While the legislature intended to allow claims against owners and tenants who fail to exercise reasonable care in their operation of real property, it did not intend to hold them to the stricter standard of care set forth in the building code. Although the Boyums phrase the alleged building code violation in terms of "maintenance, operation, or inspection," the claim, in essence, charges Searles with responsibility for the original construction of the improvement. If we were to accept the Boyums' argument, we would be excluding landowners and possessors from the protection of the statute of repose, while allowing builders and architects to be shielded from liability for the same defect. That interpretation could subject the statute to the same equal protection infirmities that afflicted it prior to its amendment in 1980.[4] Accordingly, we hold that the statute of repose bars the Boyums' negligence per se claim.[5]

DECISION

The district court properly granted partial summary judgment in favor of D.B. Searles on the Boyums' negligence per se claim.

Affirmed.

NOTES

[*] Retired judge of the district court, serving as judge of the Minnesota Court of Appeals by appointment pursuant to Minn. Const. art. VI, § 10.
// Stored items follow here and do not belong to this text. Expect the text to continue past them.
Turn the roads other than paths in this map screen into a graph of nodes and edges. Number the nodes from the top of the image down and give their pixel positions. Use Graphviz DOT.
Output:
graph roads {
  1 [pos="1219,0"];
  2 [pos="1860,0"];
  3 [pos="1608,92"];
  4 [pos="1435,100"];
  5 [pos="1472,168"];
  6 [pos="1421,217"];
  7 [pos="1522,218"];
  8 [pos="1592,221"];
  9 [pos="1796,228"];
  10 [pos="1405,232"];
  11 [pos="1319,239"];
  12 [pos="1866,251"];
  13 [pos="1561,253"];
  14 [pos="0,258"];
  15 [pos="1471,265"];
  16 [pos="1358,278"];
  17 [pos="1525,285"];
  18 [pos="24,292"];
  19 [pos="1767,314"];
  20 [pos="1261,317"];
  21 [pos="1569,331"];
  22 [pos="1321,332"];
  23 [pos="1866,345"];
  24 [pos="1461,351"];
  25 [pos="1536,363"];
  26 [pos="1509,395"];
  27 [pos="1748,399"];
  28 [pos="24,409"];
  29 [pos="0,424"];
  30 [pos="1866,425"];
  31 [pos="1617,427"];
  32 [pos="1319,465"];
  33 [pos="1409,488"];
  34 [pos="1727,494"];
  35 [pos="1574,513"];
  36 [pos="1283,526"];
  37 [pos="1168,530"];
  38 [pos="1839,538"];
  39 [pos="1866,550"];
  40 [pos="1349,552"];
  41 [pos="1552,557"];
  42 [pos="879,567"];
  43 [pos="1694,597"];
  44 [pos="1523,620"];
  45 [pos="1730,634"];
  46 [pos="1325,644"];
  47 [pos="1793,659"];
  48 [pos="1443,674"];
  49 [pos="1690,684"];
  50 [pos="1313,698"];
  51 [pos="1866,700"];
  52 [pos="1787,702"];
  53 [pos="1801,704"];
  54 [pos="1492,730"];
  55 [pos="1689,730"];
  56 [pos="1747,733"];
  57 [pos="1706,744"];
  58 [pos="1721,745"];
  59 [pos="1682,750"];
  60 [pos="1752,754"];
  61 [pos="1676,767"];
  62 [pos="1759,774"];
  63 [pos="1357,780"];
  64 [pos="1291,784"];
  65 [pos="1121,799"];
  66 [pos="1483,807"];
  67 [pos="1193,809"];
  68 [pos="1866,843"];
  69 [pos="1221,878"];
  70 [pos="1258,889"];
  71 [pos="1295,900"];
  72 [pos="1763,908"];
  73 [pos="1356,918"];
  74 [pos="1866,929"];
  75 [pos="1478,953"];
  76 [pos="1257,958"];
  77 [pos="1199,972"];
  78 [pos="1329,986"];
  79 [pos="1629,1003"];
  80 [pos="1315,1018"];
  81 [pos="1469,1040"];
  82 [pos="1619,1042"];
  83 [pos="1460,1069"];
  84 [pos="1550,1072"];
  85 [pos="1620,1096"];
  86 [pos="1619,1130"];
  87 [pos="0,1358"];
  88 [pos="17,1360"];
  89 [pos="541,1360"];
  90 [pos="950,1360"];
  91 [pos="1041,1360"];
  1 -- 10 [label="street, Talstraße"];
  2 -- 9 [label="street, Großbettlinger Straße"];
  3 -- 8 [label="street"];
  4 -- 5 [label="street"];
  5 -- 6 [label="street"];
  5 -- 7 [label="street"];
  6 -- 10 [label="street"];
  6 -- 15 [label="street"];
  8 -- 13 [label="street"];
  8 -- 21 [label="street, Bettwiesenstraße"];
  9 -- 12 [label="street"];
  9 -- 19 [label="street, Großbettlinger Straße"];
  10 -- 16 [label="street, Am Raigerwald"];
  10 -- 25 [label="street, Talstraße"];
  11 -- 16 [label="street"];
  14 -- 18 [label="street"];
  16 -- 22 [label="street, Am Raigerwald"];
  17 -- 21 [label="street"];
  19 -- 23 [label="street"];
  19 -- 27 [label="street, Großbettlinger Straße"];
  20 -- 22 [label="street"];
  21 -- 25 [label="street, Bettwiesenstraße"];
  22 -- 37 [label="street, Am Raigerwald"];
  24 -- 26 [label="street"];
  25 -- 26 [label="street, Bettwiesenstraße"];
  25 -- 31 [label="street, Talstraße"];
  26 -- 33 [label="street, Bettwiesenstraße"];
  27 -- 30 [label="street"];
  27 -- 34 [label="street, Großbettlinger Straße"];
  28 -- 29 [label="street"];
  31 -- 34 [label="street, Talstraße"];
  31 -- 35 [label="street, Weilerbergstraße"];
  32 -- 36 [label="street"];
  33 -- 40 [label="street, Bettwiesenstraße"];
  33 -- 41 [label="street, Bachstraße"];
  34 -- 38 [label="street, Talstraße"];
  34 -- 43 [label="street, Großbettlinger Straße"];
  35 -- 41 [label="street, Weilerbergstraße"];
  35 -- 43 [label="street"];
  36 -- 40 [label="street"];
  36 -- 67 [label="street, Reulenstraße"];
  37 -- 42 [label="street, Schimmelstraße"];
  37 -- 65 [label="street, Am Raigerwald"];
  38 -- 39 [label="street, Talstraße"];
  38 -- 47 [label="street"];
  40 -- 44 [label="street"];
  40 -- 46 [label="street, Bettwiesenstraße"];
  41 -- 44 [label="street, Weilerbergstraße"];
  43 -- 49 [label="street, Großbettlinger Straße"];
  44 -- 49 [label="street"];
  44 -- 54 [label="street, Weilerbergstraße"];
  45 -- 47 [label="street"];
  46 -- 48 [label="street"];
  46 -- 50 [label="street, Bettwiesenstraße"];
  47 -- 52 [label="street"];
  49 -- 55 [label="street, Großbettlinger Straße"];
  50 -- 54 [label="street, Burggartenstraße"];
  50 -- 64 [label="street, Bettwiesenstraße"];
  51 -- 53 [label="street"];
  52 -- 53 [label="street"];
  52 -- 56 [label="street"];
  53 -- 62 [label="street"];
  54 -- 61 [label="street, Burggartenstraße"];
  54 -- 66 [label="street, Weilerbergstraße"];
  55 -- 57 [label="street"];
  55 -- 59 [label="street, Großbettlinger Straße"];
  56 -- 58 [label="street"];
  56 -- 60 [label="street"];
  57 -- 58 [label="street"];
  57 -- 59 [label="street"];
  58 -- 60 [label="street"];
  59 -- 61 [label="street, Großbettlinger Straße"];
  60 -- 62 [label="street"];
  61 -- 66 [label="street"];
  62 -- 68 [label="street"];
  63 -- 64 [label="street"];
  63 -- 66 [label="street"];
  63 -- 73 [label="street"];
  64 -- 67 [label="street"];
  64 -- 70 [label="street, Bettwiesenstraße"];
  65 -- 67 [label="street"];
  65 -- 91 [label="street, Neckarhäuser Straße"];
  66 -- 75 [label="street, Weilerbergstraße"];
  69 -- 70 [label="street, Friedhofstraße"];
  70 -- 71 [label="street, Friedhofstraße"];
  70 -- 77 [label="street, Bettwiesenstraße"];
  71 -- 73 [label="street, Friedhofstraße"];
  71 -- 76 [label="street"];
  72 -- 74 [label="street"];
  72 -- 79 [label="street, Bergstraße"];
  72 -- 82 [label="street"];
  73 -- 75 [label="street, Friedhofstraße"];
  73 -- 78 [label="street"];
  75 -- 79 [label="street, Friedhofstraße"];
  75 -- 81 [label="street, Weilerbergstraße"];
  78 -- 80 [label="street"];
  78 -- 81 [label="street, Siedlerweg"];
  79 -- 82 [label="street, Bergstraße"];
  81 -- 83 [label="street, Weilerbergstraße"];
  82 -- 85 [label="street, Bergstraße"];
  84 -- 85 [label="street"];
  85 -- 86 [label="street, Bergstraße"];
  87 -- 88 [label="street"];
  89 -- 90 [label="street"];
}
[1] The UBC has been adopted in Minnesota, see Minn.Stat. §§ 16B.59-.73 (1990 § Supp.1991) (granting Commissioner of Administration authority to establish a state building code by rule); Minn.R. 1305.0100-.7100 (1991) (Minnesota State Building Code which adopts UBC by reference), and a violation of the UBC may meet the test of negligence per se. See Raymond v. Baehr, 282 Minn. 109, 113, 163 N.W.2d 51, 54 (1968) (violation of city building code constituted negligence per se); Thies v. St. Paul's Evangelical Lutheran Church, 489 N.W.2d 277, 280 (Minn. App.1992) (violation of a building code can constitute negligence per se when it results in the harm the building code was designed to prevent).

[2] The Boyums' negligence per se claim is based on section 205 of the UBC which provides in relevant part:

It shall be unlawful for any person, firm, or corporation to erect, construct, enlarge, alter, repair, move, improve, remove, convert or demolish, equip, use, occupy or maintain any building or structure in the city * * * in violation of any of the provisions of this Code. U.B.C. § 205 (1976). The Boyums claim that Searles used, occupied, and maintained the stairway in violation of the code. Since Searles admits for purposes of this appeal that the stairway is not in conformity with the code, it is clear that the Boyums could have brought their cause of action had the injury occurred within ten years of the construction.
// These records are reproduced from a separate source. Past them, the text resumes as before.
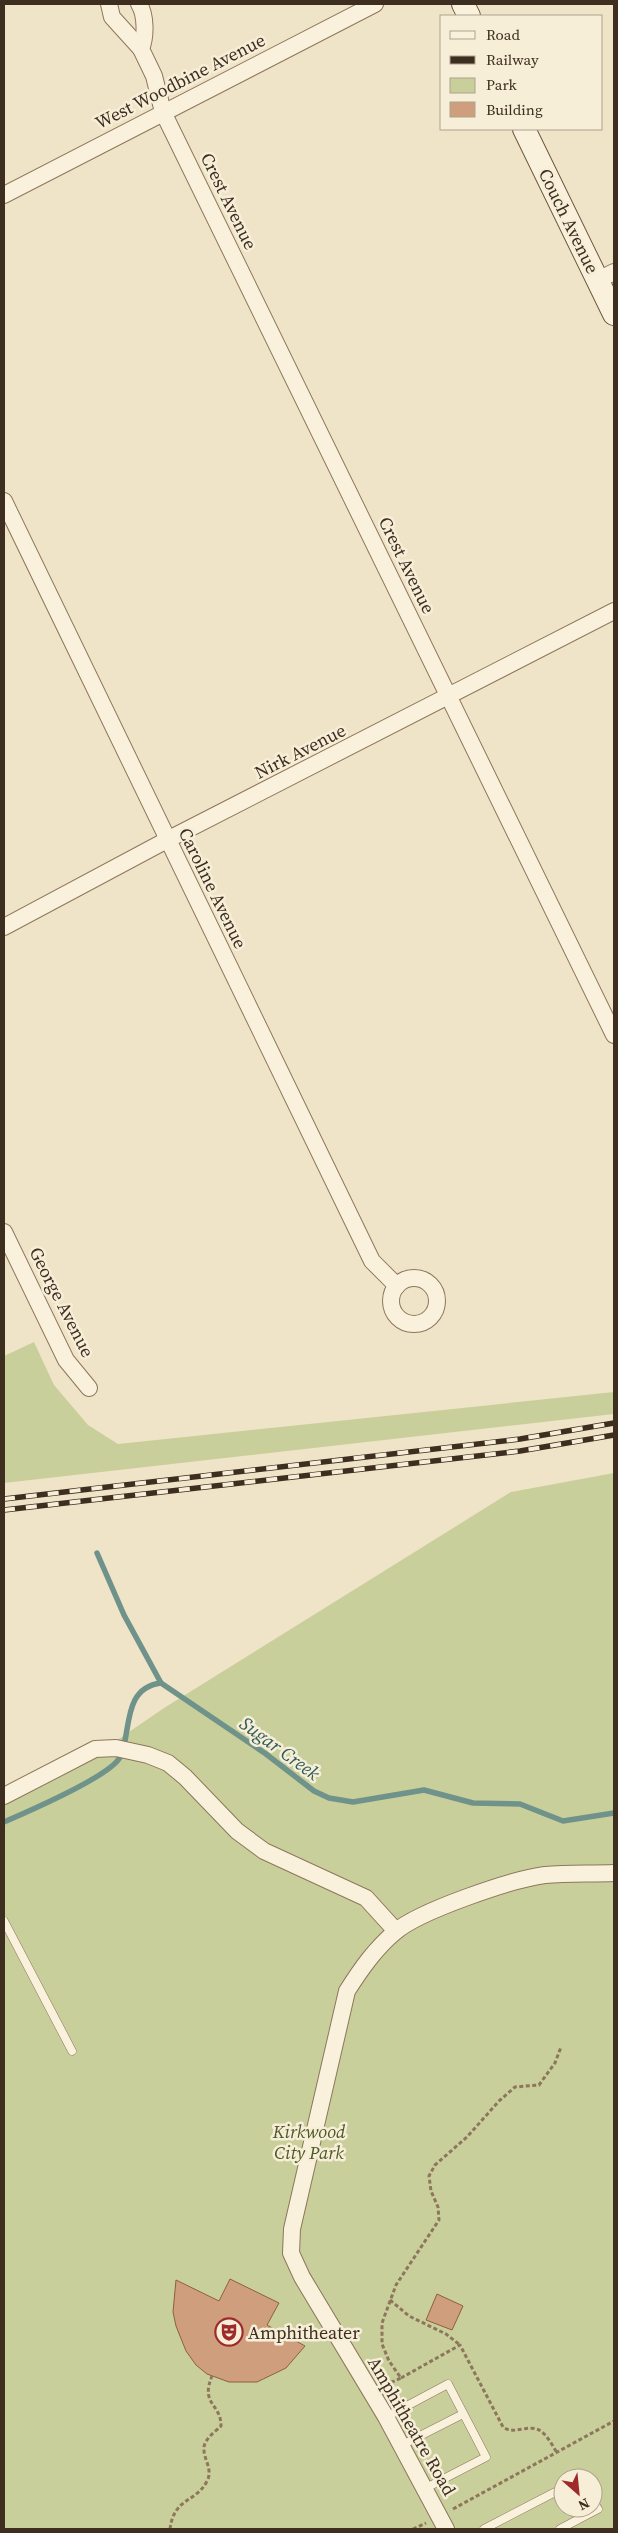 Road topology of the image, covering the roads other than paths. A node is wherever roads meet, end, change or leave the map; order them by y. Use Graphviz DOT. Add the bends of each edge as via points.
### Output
graph roads {
  1 [pos="109,4"];
  2 [pos="139,4"];
  3 [pos="374,4"];
  4 [pos="141,48"];
  5 [pos="163,112"];
  6 [pos="525,130"];
  7 [pos="4,195"];
  8 [pos="606,276"];
  9 [pos="614,314"];
  10 [pos="4,501"];
  11 [pos="614,611"];
  12 [pos="449,697"];
  13 [pos="167,840"];
  14 [pos="4,927"];
  15 [pos="614,1036"];
  16 [pos="4,1232"];
  17 [pos="397,1286"];
  18 [pos="89,1388"];
  19 [pos="4,1796"];
  20 [pos="614,1873"];
  21 [pos="4,1921"];
  22 [pos="396,1930"];
  23 [pos="72,2051"];
  24 [pos="463,2414"];
  25 [pos="386,2417"];
  26 [pos="402,2445"];
  27 [pos="426,2488"];
  28 [pos="553,2493"];
  29 [pos="581,2518"];
  30 [pos="443,2522"];
  31 [pos="484,2529"];
  32 [pos="560,2529"];
  1 -- 4 [label="street" via="112,17"];
  2 -- 4 [label="street" via="144,38"];
  3 -- 5 [label="street, West Woodbine Avenue"];
  4 -- 5 [label="street, Crest Avenue" via="154,76"];
  5 -- 7 [label="street, West Woodbine Avenue"];
  5 -- 12 [label="street, Crest Avenue"];
  6 -- 8 [label="street, Couch Avenue"];
  8 -- 9 [label="street, Couch Avenue"];
  10 -- 13 [label="street, Caroline Avenue"];
  11 -- 12 [label="street, Nirk Avenue"];
  12 -- 13 [label="street, Nirk Avenue"];
  12 -- 15 [label="street, Crest Avenue"];
  13 -- 14 [label="street, Nirk Avenue"];
  13 -- 17 [label="street, Caroline Avenue" via="372,1261"];
  16 -- 18 [label="street, George Avenue" via="66,1360"];
  19 -- 22 [label="street" via="95,1749 116,1748 148,1755 168,1763 185,1777 238,1831 264,1851 366,1898"];
  20 -- 22 [label="street, Amphitheatre Road" via="544,1875 517,1882 440,1908"];
  21 -- 23 [label="lane"];
  22 -- 25 [label="street, Amphitheatre Road" via="368,1958 347,1991 292,2230 291,2254"];
  24 -- 25 [label="lane" via="448,2384"];
  24 -- 26 [label="lane"];
  24 -- 27 [label="lane" via="486,2457"];
  25 -- 26 [label="street, Amphitheatre Road"];
  26 -- 27 [label="street, Amphitheatre Road"];
  27 -- 30 [label="street, Amphitheatre Road"];
  28 -- 31 [label="lane"];
  29 -- 32 [label="lane"];
} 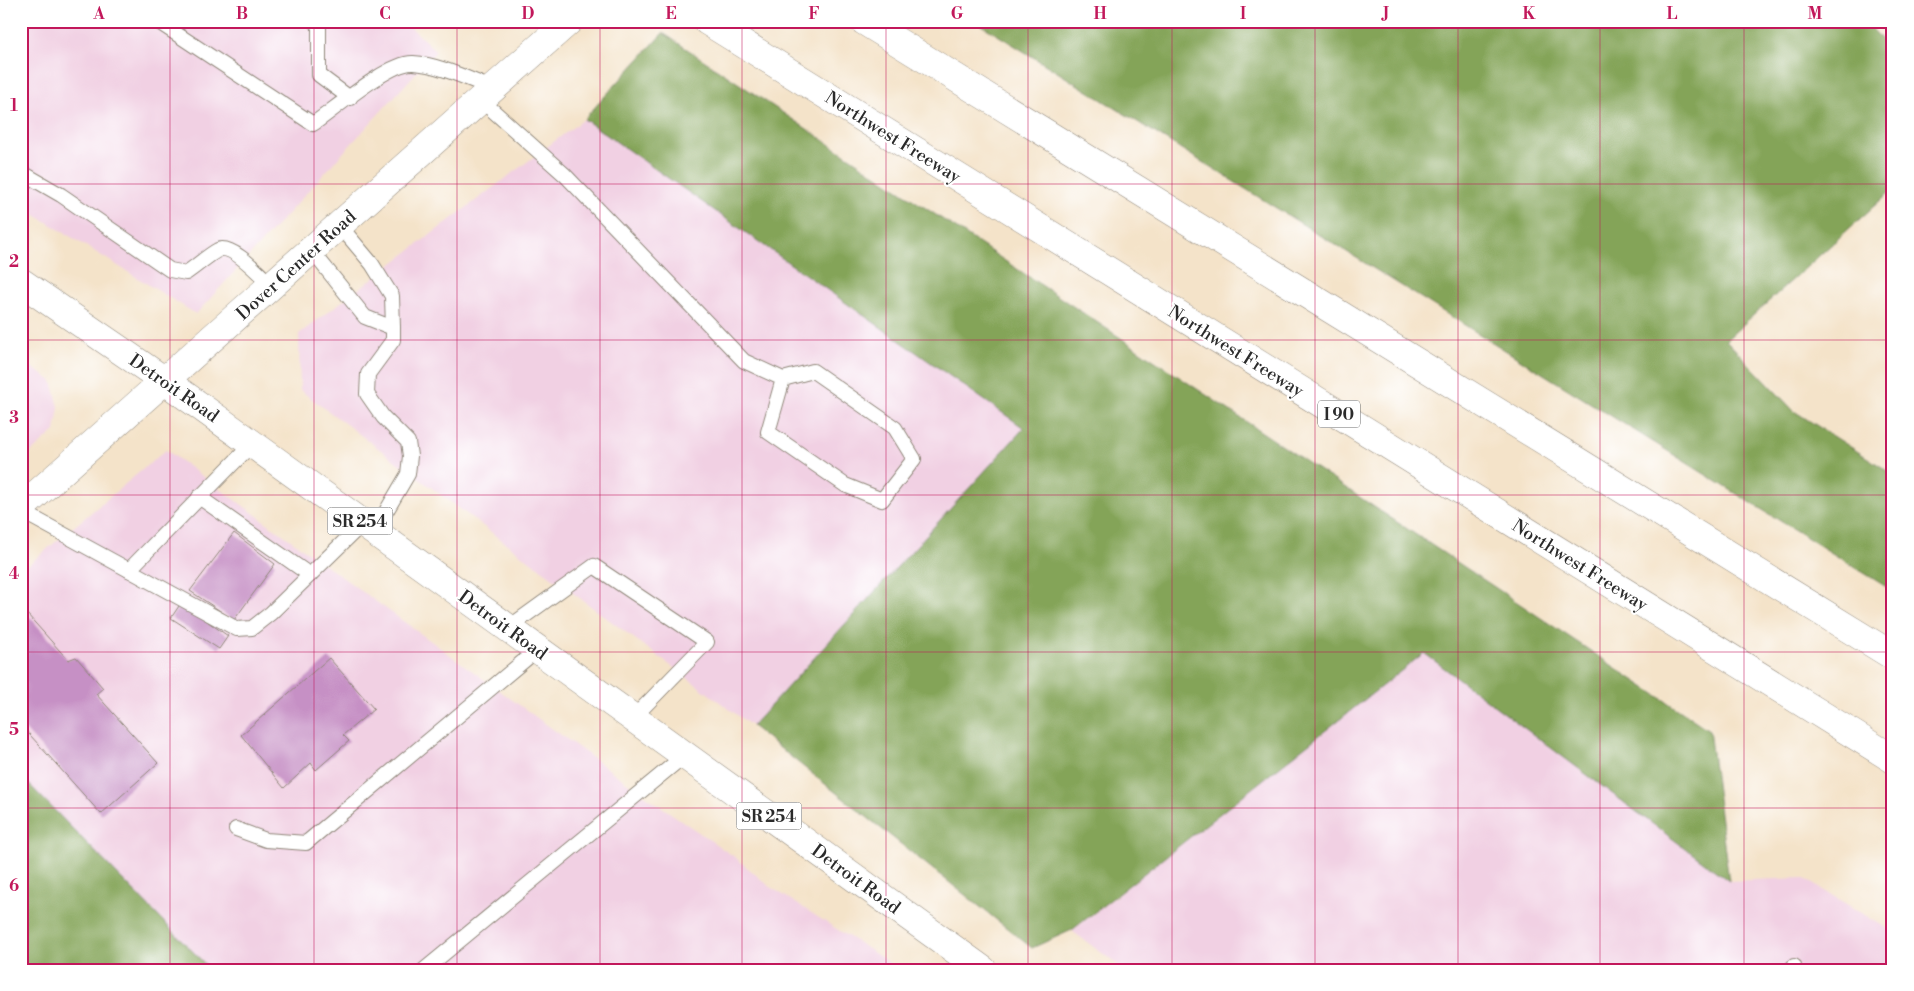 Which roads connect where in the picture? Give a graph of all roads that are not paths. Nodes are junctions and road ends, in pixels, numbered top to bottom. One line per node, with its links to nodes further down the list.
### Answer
1 (157, 21): 7 (lane)
2 (314, 21): 7 (lane)
3 (569, 21): 6 (main road, Dover Center Road)
4 (708, 21): 27 (main road, Northwest Freeway / I 90)
5 (864, 21): 24 (main road)
6 (487, 94): 7 (lane); 9 (main road, Dover Center Road); 14 (lane)
7 (350, 98)
8 (21, 172): 12 (lane)
9 (340, 226): 10 (main road, Dover Center Road); 13 (lane)
10 (312, 251): 12 (main road, Dover Center Road); 13 (lane)
11 (21, 282): 15 (main road, Detroit Road / SR 254)
12 (272, 286): 15 (main road, Dover Center Road)
13 (393, 328): 19 (lane)
14 (783, 379): 14 (lane)
15 (165, 381): 16 (main road, Detroit Road / SR 254); 18 (main road, Dover Center Road)
16 (252, 444): 17 (lane); 19 (main road, Detroit Road / SR 254)
17 (200, 497): 20 (lane); 21 (lane)
18 (21, 509): 20 (lane)
19 (369, 528): 21 (lane); 22 (main road, Detroit Road / SR 254)
20 (129, 570): 21 (lane)
21 (310, 575)
22 (508, 628): 23 (main road, Detroit Road / SR 254); 25 (lane)
23 (538, 649): 25 (main road, Detroit Road / SR 254); 28 (lane)
24 (1893, 656)
25 (632, 718): 26 (main road, Detroit Road / SR 254)
26 (685, 755): 29 (lane); 30 (main road, Detroit Road / SR 254)
27 (1893, 759)
28 (236, 828)
29 (424, 970)
30 (983, 970)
[3] Although the statute as amended does not expressly include tenants or others in possession of the property, in deciding that the amendment cured the statute's constitutional infirmities, the supreme court found that the statute's language can be interpreted to include tenants or others in possession within its protection. Calder v. City of Crystal, 318 N.W.2d 838, 843 (Minn.1982).

[4] Our decision affects only the liability of possessors and owners for negligence per se when the injury occurs more than 10 years after completion of the improvement. It does not affect the ability of municipalities to enforce their building codes.

[5] We note that another case recently decided by this court involved a negligence per se claim based on a violation of the UBC. See Bills v. Willow Run I Apartments, 534 N.W.2d 286 (Minn.App.1995). In that case, however, the statute of repose issue was not pleaded or argued. See id.